What is a blind force?

How can a force be blind? What is the opposite of a blind force? It can only be a directed force. So is a blind force without direction? No- a particular blind force isn’t directionless.

Are the forces that modern physics concerns itself with blind? Not at all. The equations of Physics work just as well to describe the arc of a baseball or the friction between the car and its wheels, which are both directed by the pitcher and the driver. Calling the force “blind” would be a restriction of the truths of physics. If anything, the forces of classical physics are too directed. They were determined too much to an outcome. Nothing in nature has the sort of absolute determination that classical physics imagined things to have. Things more have only a probable determination. But a probable determination is neither a contradiction, nor a sheer indifference to whatever result may come. 

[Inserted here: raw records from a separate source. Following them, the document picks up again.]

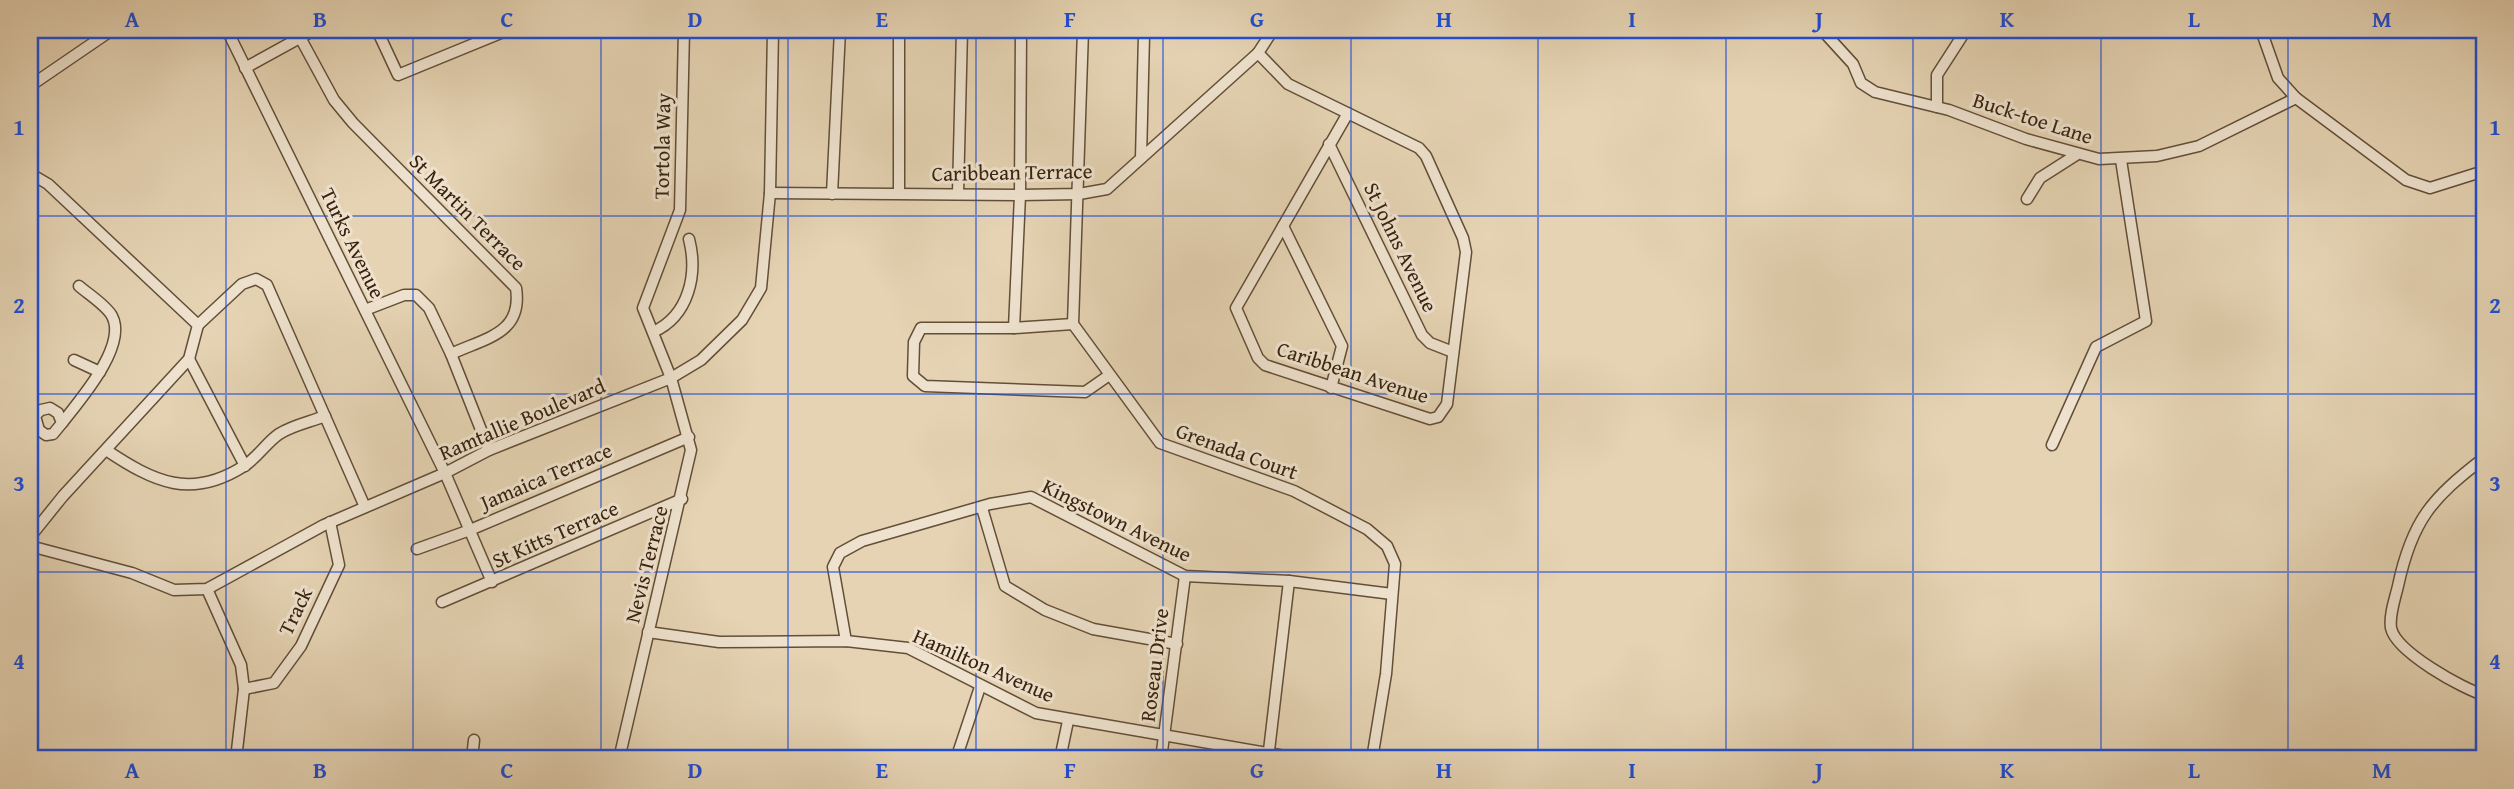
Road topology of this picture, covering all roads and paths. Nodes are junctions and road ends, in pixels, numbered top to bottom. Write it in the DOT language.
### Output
graph roads {
  1 [pos="111,30"];
  2 [pos="227,30"];
  3 [pos="314,30"];
  4 [pos="377,30"];
  5 [pos="508,30"];
  6 [pos="684,30"];
  7 [pos="773,30"];
  8 [pos="840,30"];
  9 [pos="899,30"];
  10 [pos="962,30"];
  11 [pos="1021,30"];
  12 [pos="1083,30"];
  13 [pos="1137,30"];
  14 [pos="1273,30"];
  15 [pos="1822,30"];
  16 [pos="1966,30"];
  17 [pos="2261,30"];
  18 [pos="298,33"];
  19 [pos="1258,53"];
  20 [pos="245,68"];
  21 [pos="30,86"];
  22 [pos="2296,98"];
  23 [pos="1937,107"];
  24 [pos="1348,113"];
  25 [pos="1329,144"];
  26 [pos="2076,155"];
  27 [pos="1142,158"];
  28 [pos="2121,160"];
  29 [pos="2484,171"];
  30 [pos="30,179"];
  31 [pos="770,193"];
  32 [pos="899,193"];
  33 [pos="958,193"];
  34 [pos="832,194"];
  35 [pos="1079,194"];
  36 [pos="1020,195"];
  37 [pos="2027,199"];
  38 [pos="1283,226"];
  39 [pos="689,239"];
  40 [pos="79,286"];
  41 [pos="365,310"];
  42 [pos="1073,324"];
  43 [pos="198,325"];
  44 [pos="1014,328"];
  45 [pos="653,332"];
  46 [pos="1452,352"];
  47 [pos="451,354"];
  48 [pos="189,359"];
  49 [pos="74,360"];
  50 [pos="100,372"];
  51 [pos="1108,376"];
  52 [pos="671,378"];
  53 [pos="1331,388"];
  54 [pos="325,416"];
  55 [pos="32,418"];
  56 [pos="62,423"];
  57 [pos="689,437"];
  58 [pos="2052,445"];
  59 [pos="106,450"];
  60 [pos="489,450"];
  61 [pos="2484,458"];
  62 [pos="245,466"];
  63 [pos="445,474"];
  64 [pos="682,499"];
  65 [pos="365,508"];
  66 [pos="982,508"];
  67 [pos="330,522"];
  68 [pos="470,530"];
  69 [pos="30,537"];
  70 [pos="30,546"];
  71 [pos="417,549"];
  72 [pos="1185,576"];
  73 [pos="1289,581"];
  74 [pos="492,582"];
  75 [pos="207,589"];
  76 [pos="1392,594"];
  77 [pos="442,602"];
  78 [pos="648,632"];
  79 [pos="846,641"];
  80 [pos="1177,643"];
  81 [pos="981,687"];
  82 [pos="244,689"];
  83 [pos="2484,695"];
  84 [pos="1068,721"];
  85 [pos="1165,737"];
  86 [pos="474,740"];
  87 [pos="1268,757"];
  88 [pos="236,759"];
  89 [pos="472,759"];
  90 [pos="619,759"];
  91 [pos="956,759"];
  92 [pos="1060,759"];
  93 [pos="1161,759"];
  94 [pos="1302,759"];
  95 [pos="1372,759"];
  1 -- 21 [label="street"];
  2 -- 20 [label="street, Turks Avenue"];
  3 -- 18 [label="street"];
  4 -- 5 [label="street"];
  6 -- 45 [label="street, Tortola Way"];
  7 -- 31 [label="street, Ramtallie Boulevard"];
  8 -- 34 [label="street"];
  9 -- 32 [label="street"];
  10 -- 33 [label="street"];
  11 -- 36 [label="street"];
  12 -- 35 [label="street"];
  13 -- 27 [label="street"];
  14 -- 19 [label="street, Caribbean Terrace"];
  15 -- 23 [label="street, Buck-toe Lane"];
  16 -- 23 [label="street"];
  17 -- 22 [label="street"];
  18 -- 20 [label="street"];
  18 -- 47 [label="street, St Martin Terrace"];
  19 -- 24 [label="street, Caribbean Avenue"];
  19 -- 27 [label="street, Caribbean Terrace"];
  20 -- 41 [label="street, Turks Avenue"];
  22 -- 28 [label="street, Buck-toe Lane"];
  22 -- 29 [label="street"];
  23 -- 26 [label="street, Buck-toe Lane"];
  24 -- 25 [label="street, Caribbean Avenue"];
  24 -- 46 [label="street, Caribbean Avenue"];
  25 -- 38 [label="street, Caribbean Avenue"];
  25 -- 46 [label="street, St Johns Avenue"];
  26 -- 28 [label="street, Buck-toe Lane"];
  26 -- 37 [label="street"];
  27 -- 35 [label="street, Caribbean Terrace"];
  28 -- 58 [label="street"];
  30 -- 43 [label="street"];
  31 -- 34 [label="street, Caribbean Terrace"];
  31 -- 52 [label="street, Ramtallie Boulevard"];
  32 -- 33 [label="street, Caribbean Terrace"];
  32 -- 34 [label="street, Caribbean Terrace"];
  33 -- 36 [label="street, Caribbean Terrace"];
  35 -- 36 [label="street, Caribbean Terrace"];
  35 -- 42 [label="street"];
  36 -- 44 [label="street"];
  38 -- 53 [label="street"];
  38 -- 53 [label="street, Caribbean Avenue"];
  39 -- 45 [label="street"];
  40 -- 50 [label="street"];
  41 -- 47 [label="street"];
  41 -- 63 [label="street, Turks Avenue"];
  42 -- 44 [label="street"];
  42 -- 51 [label="street, Grenada Court"];
  43 -- 48 [label="street"];
  43 -- 54 [label="street"];
  44 -- 51 [label="street"];
  45 -- 52 [label="street, Tortola Way"];
  46 -- 53 [label="street, Caribbean Avenue"];
  47 -- 60 [label="street"];
  48 -- 59 [label="street"];
  48 -- 62 [label="street"];
  49 -- 50 [label="street"];
  50 -- 56 [label="street"];
  51 -- 76 [label="street, Grenada Court"];
  52 -- 57 [label="street, Nevis Terrace"];
  52 -- 60 [label="street, Ramtallie Boulevard"];
  54 -- 62 [label="street"];
  54 -- 65 [label="street"];
  55 -- 56 [label="street"];
  55 -- 56 [label="street"];
  57 -- 64 [label="street, Nevis Terrace"];
  57 -- 68 [label="street, Jamaica Terrace"];
  59 -- 62 [label="street"];
  59 -- 69 [label="street"];
  60 -- 63 [label="street, Ramtallie Boulevard"];
  61 -- 83 [label="street"];
  63 -- 65 [label="street, Ramtallie Boulevard"];
  63 -- 68 [label="street, Turks Avenue"];
  64 -- 74 [label="street, St Kitts Terrace"];
  64 -- 78 [label="street, Nevis Terrace"];
  65 -- 67 [label="street, Ramtallie Boulevard"];
  66 -- 72 [label="street, Kingstown Avenue"];
  66 -- 79 [label="street, Kingstown Avenue"];
  66 -- 80 [label="street"];
  67 -- 75 [label="street, Ramtallie Boulevard"];
  67 -- 82 [label="street, Track"];
  68 -- 71 [label="street, Jamaica Terrace"];
  68 -- 74 [label="street, Turks Avenue"];
  70 -- 75 [label="street, Ramtallie Boulevard"];
  72 -- 73 [label="street, Kingstown Avenue"];
  72 -- 80 [label="street, Roseau Drive"];
  73 -- 76 [label="street, Kingstown Avenue"];
  73 -- 87 [label="street"];
  74 -- 77 [label="street, St Kitts Terrace"];
  75 -- 82 [label="street"];
  76 -- 95 [label="street, Grenada Court"];
  78 -- 79 [label="street, Hamilton Avenue"];
  78 -- 90 [label="street, Nevis Terrace"];
  79 -- 81 [label="street, Hamilton Avenue"];
  80 -- 85 [label="street, Roseau Drive"];
  81 -- 84 [label="street, Hamilton Avenue"];
  81 -- 91 [label="street"];
  82 -- 88 [label="street"];
  84 -- 85 [label="street, Hamilton Avenue"];
  84 -- 92 [label="street"];
  85 -- 87 [label="street, Hamilton Avenue"];
  85 -- 93 [label="street, Roseau Drive"];
  86 -- 89 [label="street"];
  87 -- 94 [label="street, Hamilton Avenue"];
}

But if “blind” forces are superfluous to physics, where are they of some value? Does “blind” mean only that some sentient or knowing being is not directing them? Again, it is clear that we are not directing all the forces in nature- and any force we direct seems to involve some kind of art as opposed to nature- but is that to say that the direction of nature is unrelated to knowledge? The knowledge would only need to generate natures and not artifacts. This would require only that the knower that moved the being did not depend upon nature in order to know. Knowers anterior to nature need not produce artifacts by their mind, but can bring forth natures.